Local pilot school excels


DAVID TABER

Greater Egleston Community High School (GECHS) is a cut above the average Boston Public Schools (BPS) high schools, according to a study recently released by the Boston-based Center for Collaborative Education (CCE).

The four-year study of 10 BPS pilot high schools found that they have better MCAS scores, higher attendance rates and higher advancement rates than their more traditional counterparts. The English High School in JP, which this year became a Commonwealth Pilot School, subject to oversight by the state Department of Education was not included in the study.

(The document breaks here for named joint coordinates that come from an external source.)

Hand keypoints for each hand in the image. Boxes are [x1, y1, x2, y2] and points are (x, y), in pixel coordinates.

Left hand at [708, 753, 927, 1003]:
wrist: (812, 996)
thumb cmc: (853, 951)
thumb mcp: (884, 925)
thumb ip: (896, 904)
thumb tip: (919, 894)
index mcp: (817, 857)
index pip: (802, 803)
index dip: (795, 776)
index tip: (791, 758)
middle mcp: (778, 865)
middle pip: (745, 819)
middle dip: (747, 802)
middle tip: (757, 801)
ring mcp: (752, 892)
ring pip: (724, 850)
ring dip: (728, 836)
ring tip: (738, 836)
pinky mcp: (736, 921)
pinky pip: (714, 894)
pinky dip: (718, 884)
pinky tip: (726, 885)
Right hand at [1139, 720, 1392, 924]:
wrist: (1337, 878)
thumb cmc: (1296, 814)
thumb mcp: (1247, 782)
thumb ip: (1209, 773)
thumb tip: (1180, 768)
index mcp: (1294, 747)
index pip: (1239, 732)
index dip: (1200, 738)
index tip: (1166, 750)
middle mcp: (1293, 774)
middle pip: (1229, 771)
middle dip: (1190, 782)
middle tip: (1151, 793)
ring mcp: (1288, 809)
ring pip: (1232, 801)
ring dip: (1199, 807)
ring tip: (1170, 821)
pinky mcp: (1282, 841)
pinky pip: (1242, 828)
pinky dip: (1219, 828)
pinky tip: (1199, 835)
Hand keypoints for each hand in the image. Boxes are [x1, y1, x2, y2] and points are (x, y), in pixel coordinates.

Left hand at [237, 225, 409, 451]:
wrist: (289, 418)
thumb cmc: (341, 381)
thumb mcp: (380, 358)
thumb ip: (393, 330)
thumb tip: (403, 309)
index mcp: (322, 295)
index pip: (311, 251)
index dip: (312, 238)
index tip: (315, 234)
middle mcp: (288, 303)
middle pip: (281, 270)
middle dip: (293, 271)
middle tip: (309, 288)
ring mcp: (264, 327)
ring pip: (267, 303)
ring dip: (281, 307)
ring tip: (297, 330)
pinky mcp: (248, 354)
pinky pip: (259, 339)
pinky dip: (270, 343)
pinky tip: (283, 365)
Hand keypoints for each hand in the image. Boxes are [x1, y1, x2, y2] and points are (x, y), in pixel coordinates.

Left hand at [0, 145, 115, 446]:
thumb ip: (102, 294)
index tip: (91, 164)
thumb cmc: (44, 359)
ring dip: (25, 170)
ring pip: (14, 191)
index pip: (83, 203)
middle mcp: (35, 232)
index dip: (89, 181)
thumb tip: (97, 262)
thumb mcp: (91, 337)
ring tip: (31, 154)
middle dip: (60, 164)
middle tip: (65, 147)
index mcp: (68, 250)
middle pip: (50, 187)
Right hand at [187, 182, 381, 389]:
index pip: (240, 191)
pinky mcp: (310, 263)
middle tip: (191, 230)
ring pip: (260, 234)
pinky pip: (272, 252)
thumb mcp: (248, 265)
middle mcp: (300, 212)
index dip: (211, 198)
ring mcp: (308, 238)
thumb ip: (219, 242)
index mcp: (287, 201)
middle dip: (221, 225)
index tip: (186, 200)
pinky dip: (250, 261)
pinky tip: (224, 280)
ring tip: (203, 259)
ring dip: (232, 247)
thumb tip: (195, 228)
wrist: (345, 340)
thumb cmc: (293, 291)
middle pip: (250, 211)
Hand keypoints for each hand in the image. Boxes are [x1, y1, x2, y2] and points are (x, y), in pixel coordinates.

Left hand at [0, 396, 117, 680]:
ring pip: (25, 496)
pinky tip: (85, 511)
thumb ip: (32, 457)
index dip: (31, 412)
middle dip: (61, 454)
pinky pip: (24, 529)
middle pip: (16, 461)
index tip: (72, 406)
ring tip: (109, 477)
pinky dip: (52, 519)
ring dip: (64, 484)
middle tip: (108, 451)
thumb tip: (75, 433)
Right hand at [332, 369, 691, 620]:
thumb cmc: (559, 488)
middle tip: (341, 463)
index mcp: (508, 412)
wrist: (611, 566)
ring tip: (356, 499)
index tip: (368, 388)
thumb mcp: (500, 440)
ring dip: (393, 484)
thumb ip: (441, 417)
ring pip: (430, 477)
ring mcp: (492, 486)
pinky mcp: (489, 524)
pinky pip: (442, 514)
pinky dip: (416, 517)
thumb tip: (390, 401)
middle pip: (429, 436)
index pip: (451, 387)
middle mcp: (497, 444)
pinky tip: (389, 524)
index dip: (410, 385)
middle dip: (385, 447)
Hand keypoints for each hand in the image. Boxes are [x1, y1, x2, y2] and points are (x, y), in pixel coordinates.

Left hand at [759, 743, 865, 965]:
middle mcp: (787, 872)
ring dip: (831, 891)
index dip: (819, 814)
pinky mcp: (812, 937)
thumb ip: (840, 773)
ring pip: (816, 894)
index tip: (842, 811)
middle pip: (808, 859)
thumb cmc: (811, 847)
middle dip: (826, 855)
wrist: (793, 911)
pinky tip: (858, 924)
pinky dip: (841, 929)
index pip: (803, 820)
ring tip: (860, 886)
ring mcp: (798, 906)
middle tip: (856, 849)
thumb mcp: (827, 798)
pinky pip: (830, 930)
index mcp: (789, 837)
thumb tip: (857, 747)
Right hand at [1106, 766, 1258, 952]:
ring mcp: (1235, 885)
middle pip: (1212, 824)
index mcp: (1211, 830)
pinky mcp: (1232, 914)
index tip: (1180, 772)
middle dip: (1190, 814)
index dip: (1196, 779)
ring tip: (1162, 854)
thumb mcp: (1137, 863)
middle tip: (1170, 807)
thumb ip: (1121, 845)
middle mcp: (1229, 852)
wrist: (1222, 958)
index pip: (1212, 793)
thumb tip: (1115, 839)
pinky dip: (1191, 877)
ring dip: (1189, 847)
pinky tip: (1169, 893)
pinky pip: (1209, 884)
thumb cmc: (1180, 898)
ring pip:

The study did not compare the schools on a school-by-school basis, but rather examined the performance of students in pilot schools versus students in traditional schools, said CCE researcher Roseanne Tung.

Founded as a US Department of Labor demonstration project in 1992, GECHS serves “overage students between the ages of 16 and 21 who are on the verge of dropping out or have dropped out,” said GECHS Headmaster Julie Coles. Just over 100 students are currently enrolled in the school, which shares a building with the Egleston Square YMCA at 3134 Washington St.

Adequate Yearly Progress (AYP) data that, under the federal No Child Left Behind Act, tracks the progress of most schools is not available for GECHS. But according to another report, released last month by the private consulting firm the Parthenon Group, 93 percent of all BPS dropouts are off-track from graduating by at least two years. According to information about GECHS on the BPS web site (www.boston.k12.ma.us), the high school has about a 65 percent graduation rate. Another CCE study from 2003 reported that 50 percent of GECHS graduates were enrolled in post-secondary education one year after graduation.

Professional development and accommodating diverse learning styles are two main tenets of GECHS’s mission, and Cole said autonomy and “freedom to look outside the box” is a huge part of what makes the school work. “There is a lot more going on that doesn’t get captured [in statistics],” she said.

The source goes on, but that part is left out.